Mit Liebespartner/Innen sprechen


In einer Liebesbeziehung wird das Thema „Diabetes“ früher oder später zwangsläufig aufkommen. Es ist immer eine individuelle Entscheidung, wie und wann an die Information zum Bestehen des Typ-1-Diabetes herangegangen wird. Wird das Thema beim ersten Date angesprochen, oder wird abgewartet, bis man sich etwas besser kennt? Jedenfalls ist es nicht nötig, Diabetes zu verbergen – jeder Mensch mit Typ-1-Diabetes ist so viel mehr als nur sein T1D. 


 Obwohl sich niemand für ein Leben mit Typ-1-Diabetes entscheidet und sich die meisten Jugendlichen wünschen würden, der Diabetes würde über Nacht verschwinden oder sie könnten darauf vergessen, müssen sie dennoch ihren Alltag damit meistern. Gleichzeitig jonglieren Jugendliche mit Schularbeiten, Sport, Aktivitäten im Freundeskreis, Verabredungen, intimen Beziehungen usw. Anderen Menschen vom T1D zu erzählen kann dabei helfen, den Diabetes in den eigenen Lebensstil einzupassen, anstatt das Leben um den Diabetes herum zu führen (Verstecken oder Unterlassen von Diabetesbehandlung etc.). 


Unterstützung für den T1D erhalten 


Ein Gespräch mit der Familie und den Freunden kann hilfreich sein, um zufriedenstellende Unterstützung zu bekommen. Familie und Freunde werden oftmals helfen und unterstützen wollen. Daher ist es wichtig, zu klären, was der/die Betroffene braucht (anstatt andere raten oder etwas tun zu lassen, was unbeabsichtigterweise nicht hilfreich ist). So kann es z. B. manchmal vorkommen, dass Elternteile in guter Absicht die Klasse ihres jugendlichen Kindes über Typ-1-Diabetes informieren und dies die persönliche Integrität des/der Betroffenen bedeutend verletzt.


Je nach den Beziehungen in der Familie und zu den Freunden kann es manchmal schwierig sein, Gehör zu finden und/oder die eigenen Standpunkte zu vermitteln.

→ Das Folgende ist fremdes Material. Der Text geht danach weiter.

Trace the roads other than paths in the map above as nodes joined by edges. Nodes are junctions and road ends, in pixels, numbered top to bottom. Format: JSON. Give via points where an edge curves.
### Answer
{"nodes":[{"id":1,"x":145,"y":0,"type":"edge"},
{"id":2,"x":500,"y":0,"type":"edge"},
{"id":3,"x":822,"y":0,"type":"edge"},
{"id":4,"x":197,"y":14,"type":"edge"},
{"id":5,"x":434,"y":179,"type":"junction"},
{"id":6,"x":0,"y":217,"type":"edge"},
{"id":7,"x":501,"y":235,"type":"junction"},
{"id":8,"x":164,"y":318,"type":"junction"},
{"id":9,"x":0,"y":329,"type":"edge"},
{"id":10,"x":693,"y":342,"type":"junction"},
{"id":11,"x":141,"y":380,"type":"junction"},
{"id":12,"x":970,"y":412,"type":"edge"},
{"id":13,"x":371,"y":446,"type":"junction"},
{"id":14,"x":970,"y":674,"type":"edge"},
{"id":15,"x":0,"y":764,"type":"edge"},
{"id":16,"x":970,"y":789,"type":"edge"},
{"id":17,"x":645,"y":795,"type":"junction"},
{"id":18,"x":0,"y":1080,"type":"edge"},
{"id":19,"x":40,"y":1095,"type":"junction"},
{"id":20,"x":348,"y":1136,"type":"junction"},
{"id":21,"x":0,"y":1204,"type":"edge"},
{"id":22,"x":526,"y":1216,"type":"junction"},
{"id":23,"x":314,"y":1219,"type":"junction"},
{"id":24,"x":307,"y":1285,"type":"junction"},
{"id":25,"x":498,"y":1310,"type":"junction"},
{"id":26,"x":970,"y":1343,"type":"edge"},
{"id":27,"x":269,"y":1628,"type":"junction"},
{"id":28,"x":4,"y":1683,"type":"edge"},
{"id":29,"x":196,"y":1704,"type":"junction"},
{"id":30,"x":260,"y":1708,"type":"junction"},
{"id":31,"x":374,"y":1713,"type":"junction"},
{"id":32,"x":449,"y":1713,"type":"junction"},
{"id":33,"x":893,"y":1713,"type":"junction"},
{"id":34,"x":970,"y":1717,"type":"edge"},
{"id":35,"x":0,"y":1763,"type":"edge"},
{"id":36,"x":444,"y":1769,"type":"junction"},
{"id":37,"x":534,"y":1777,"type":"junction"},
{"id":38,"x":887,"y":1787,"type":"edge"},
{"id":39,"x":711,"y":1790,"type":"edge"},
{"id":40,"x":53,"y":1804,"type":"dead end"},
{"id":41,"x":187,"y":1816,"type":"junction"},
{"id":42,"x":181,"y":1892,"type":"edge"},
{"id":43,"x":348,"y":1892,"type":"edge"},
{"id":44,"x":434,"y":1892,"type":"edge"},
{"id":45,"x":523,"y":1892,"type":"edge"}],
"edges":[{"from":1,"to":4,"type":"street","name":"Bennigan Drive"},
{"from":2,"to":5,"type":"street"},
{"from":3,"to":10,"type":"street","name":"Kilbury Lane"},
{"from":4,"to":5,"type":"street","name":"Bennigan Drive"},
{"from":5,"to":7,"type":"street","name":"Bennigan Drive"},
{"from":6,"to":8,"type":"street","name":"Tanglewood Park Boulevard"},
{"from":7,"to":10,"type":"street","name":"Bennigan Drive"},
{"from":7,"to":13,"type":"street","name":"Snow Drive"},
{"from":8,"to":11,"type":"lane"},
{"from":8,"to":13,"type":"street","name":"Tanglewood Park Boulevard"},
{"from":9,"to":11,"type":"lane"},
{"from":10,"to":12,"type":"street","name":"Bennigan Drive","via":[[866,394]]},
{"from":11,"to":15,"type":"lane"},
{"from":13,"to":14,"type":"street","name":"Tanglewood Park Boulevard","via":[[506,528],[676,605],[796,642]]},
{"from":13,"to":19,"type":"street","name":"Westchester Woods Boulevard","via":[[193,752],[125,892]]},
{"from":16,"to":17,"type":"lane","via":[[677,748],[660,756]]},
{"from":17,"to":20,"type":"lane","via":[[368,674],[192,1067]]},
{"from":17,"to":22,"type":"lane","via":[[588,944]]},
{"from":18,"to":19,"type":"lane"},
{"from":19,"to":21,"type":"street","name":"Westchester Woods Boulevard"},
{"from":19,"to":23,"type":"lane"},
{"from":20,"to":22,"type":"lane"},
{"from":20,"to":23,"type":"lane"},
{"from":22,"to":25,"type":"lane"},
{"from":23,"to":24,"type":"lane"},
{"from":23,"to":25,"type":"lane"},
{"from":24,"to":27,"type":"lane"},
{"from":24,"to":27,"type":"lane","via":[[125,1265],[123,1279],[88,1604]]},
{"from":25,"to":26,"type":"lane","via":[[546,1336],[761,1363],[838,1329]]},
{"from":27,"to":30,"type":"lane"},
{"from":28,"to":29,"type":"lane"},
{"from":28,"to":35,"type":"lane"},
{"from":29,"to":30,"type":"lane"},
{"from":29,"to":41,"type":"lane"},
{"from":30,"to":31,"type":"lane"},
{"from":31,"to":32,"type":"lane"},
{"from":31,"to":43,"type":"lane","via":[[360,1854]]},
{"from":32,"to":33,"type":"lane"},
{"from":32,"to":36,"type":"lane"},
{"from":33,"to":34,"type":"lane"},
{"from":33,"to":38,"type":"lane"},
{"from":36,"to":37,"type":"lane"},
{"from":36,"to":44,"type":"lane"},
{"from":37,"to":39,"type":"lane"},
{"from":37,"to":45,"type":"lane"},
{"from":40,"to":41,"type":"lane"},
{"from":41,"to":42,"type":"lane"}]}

In diesem Falle kann es hilfreich sein, sich an Vertrauenspersonen innerhalb des betreuenden medizinischen Diabetesteams zu wenden. 


Hilfreich ist auch, mit anderen betroffenen Menschen zu sprechen. Denn es gibt immerhin eine Gemeinsamkeit, die verbindet: die vielen Themen, die mit Diabetes mellitus Typ 1 zu tun haben und von denen Nichtbetroffene, auch wenn es gute Freunde, Geschwister oder andere nahe Menschen sind, kaum etwas nachvollziehen können.


Die meisten Jugendlichen erleben es als entspannend, nicht der oder die Einzige zu sein, die sich mit Diabetesfragen herumschlägt. Diabetescamps, Jugendgruppen oder auch Online-Foren können gute Möglichkeiten sein, sich mit anderen betroffenen Jugendlichen auszutauschen, die genau wissen, wie sich Diabetes anfühlt. Gemeinsam darüber reden, schimpfen und lachen ist manchmal die beste Unterstützung.